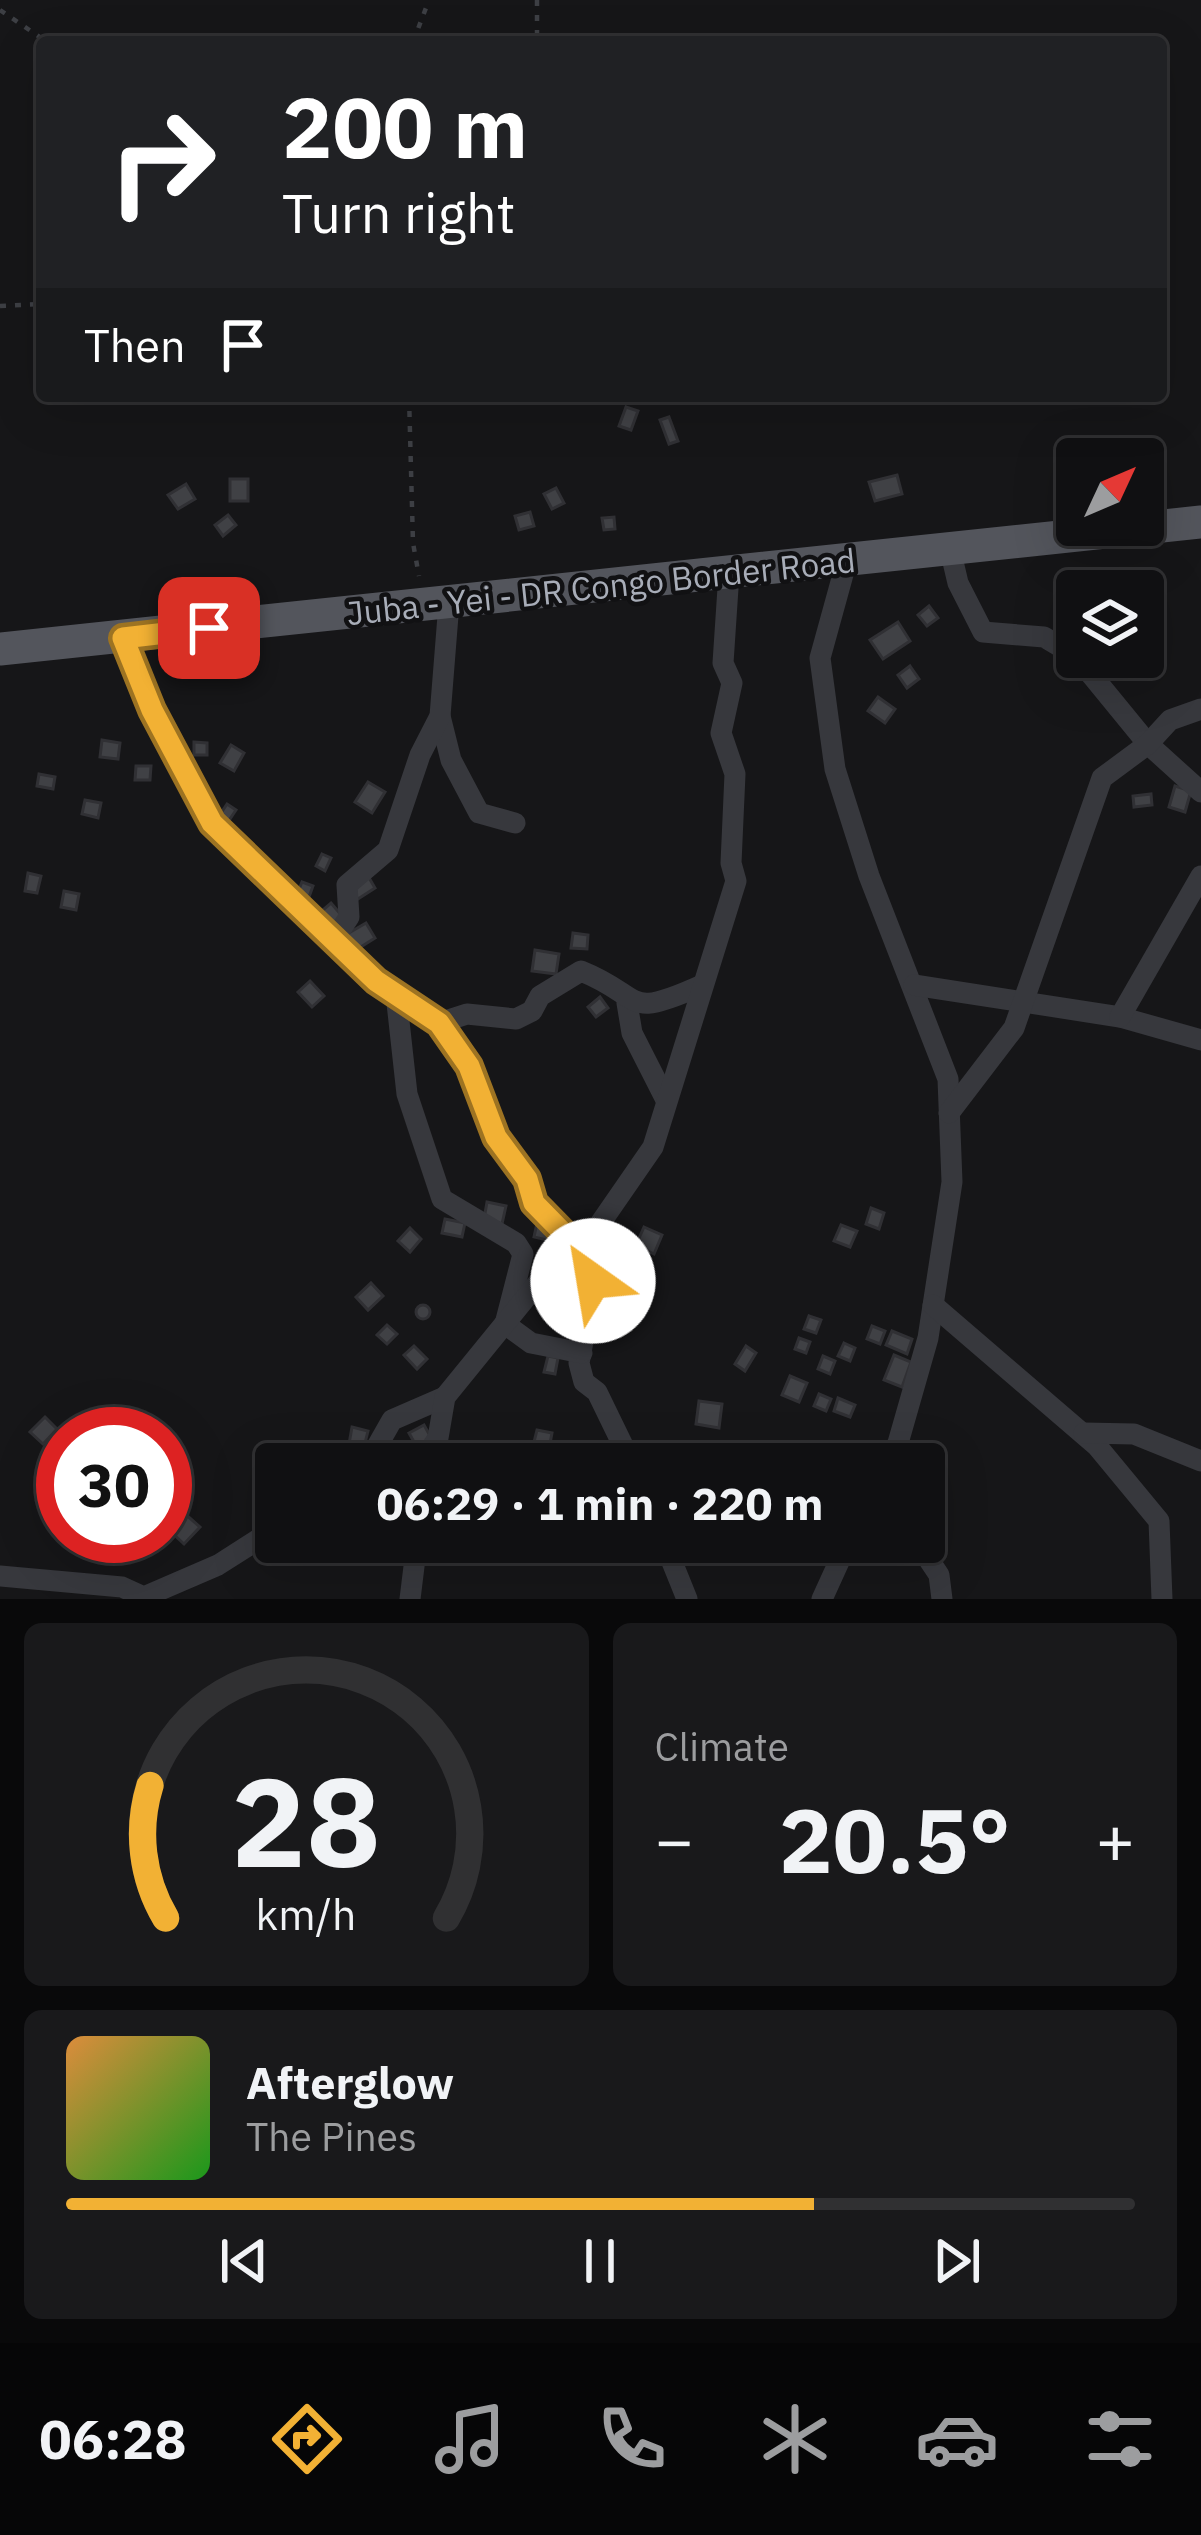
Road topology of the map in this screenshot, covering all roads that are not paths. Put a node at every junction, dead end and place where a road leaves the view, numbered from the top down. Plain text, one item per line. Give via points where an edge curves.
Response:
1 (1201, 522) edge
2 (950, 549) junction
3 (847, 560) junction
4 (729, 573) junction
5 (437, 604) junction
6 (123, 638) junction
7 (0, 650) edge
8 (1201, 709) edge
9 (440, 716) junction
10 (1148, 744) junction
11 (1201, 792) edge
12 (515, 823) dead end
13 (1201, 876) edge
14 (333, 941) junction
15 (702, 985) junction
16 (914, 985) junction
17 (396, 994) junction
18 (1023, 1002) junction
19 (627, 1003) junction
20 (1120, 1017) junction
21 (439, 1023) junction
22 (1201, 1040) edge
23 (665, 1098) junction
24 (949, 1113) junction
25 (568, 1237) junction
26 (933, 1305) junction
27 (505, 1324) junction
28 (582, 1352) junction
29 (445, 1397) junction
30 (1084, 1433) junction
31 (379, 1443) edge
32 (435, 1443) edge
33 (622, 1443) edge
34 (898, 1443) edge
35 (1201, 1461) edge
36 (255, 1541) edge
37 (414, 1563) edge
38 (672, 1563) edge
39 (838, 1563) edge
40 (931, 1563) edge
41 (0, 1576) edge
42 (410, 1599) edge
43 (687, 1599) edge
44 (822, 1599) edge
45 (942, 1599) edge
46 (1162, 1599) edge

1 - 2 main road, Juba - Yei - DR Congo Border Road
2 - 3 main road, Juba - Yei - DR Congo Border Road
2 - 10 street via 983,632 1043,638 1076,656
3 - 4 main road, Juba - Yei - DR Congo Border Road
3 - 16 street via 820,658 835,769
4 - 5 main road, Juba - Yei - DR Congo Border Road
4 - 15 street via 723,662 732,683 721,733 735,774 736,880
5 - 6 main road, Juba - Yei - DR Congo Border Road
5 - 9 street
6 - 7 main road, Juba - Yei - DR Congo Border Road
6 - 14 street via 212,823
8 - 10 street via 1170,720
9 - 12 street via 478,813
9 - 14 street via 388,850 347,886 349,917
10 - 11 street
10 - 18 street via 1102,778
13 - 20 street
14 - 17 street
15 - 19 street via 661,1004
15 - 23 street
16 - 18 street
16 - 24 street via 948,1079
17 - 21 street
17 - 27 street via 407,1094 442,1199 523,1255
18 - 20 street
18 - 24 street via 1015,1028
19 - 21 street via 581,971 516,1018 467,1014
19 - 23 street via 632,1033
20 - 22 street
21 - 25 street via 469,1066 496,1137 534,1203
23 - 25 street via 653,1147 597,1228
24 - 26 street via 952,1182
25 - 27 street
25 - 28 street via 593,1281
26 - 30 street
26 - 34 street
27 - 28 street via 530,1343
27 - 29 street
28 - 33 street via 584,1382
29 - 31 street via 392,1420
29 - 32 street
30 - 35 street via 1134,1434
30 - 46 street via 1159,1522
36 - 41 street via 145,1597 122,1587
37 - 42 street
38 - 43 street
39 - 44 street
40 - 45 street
-- -- --
TASK DETAILS:
All of the data above should be quoted exactly, except for the pictures.

ANSWER SPACE:
Road topology of the map in this screenshot, covering all roads that are not paths. Put a node at every junction, dead end and place where a road leaves the view, numbered from the top down. Plain text, one item per line. Give via points where an edge curves.
Response:
1 (1201, 522) edge
2 (950, 549) junction
3 (847, 560) junction
4 (729, 573) junction
5 (437, 604) junction
6 (123, 638) junction
7 (0, 650) edge
8 (1201, 709) edge
9 (440, 716) junction
10 (1148, 744) junction
11 (1201, 792) edge
12 (515, 823) dead end
13 (1201, 876) edge
14 (333, 941) junction
15 (702, 985) junction
16 (914, 985) junction
17 (396, 994) junction
18 (1023, 1002) junction
19 (627, 1003) junction
20 (1120, 1017) junction
21 (439, 1023) junction
22 (1201, 1040) edge
23 (665, 1098) junction
24 (949, 1113) junction
25 (568, 1237) junction
26 (933, 1305) junction
27 (505, 1324) junction
28 (582, 1352) junction
29 (445, 1397) junction
30 (1084, 1433) junction
31 (379, 1443) edge
32 (435, 1443) edge
33 (622, 1443) edge
34 (898, 1443) edge
35 (1201, 1461) edge
36 (255, 1541) edge
37 (414, 1563) edge
38 (672, 1563) edge
39 (838, 1563) edge
40 (931, 1563) edge
41 (0, 1576) edge
42 (410, 1599) edge
43 (687, 1599) edge
44 (822, 1599) edge
45 (942, 1599) edge
46 (1162, 1599) edge

1 - 2 main road, Juba - Yei - DR Congo Border Road
2 - 3 main road, Juba - Yei - DR Congo Border Road
2 - 10 street via 983,632 1043,638 1076,656
3 - 4 main road, Juba - Yei - DR Congo Border Road
3 - 16 street via 820,658 835,769
4 - 5 main road, Juba - Yei - DR Congo Border Road
4 - 15 street via 723,662 732,683 721,733 735,774 736,880
5 - 6 main road, Juba - Yei - DR Congo Border Road
5 - 9 street
6 - 7 main road, Juba - Yei - DR Congo Border Road
6 - 14 street via 212,823
8 - 10 street via 1170,720
9 - 12 street via 478,813
9 - 14 street via 388,850 347,886 349,917
10 - 11 street
10 - 18 street via 1102,778
13 - 20 street
14 - 17 street
15 - 19 street via 661,1004
15 - 23 street
16 - 18 street
16 - 24 street via 948,1079
17 - 21 street
17 - 27 street via 407,1094 442,1199 523,1255
18 - 20 street
18 - 24 street via 1015,1028
19 - 21 street via 581,971 516,1018 467,1014
19 - 23 street via 632,1033
20 - 22 street
21 - 25 street via 469,1066 496,1137 534,1203
23 - 25 street via 653,1147 597,1228
24 - 26 street via 952,1182
25 - 27 street
25 - 28 street via 593,1281
26 - 30 street
26 - 34 street
27 - 28 street via 530,1343
27 - 29 street
28 - 33 street via 584,1382
29 - 31 street via 392,1420
29 - 32 street
30 - 35 street via 1134,1434
30 - 46 street via 1159,1522
36 - 41 street via 145,1597 122,1587
37 - 42 street
38 - 43 street
39 - 44 street
40 - 45 street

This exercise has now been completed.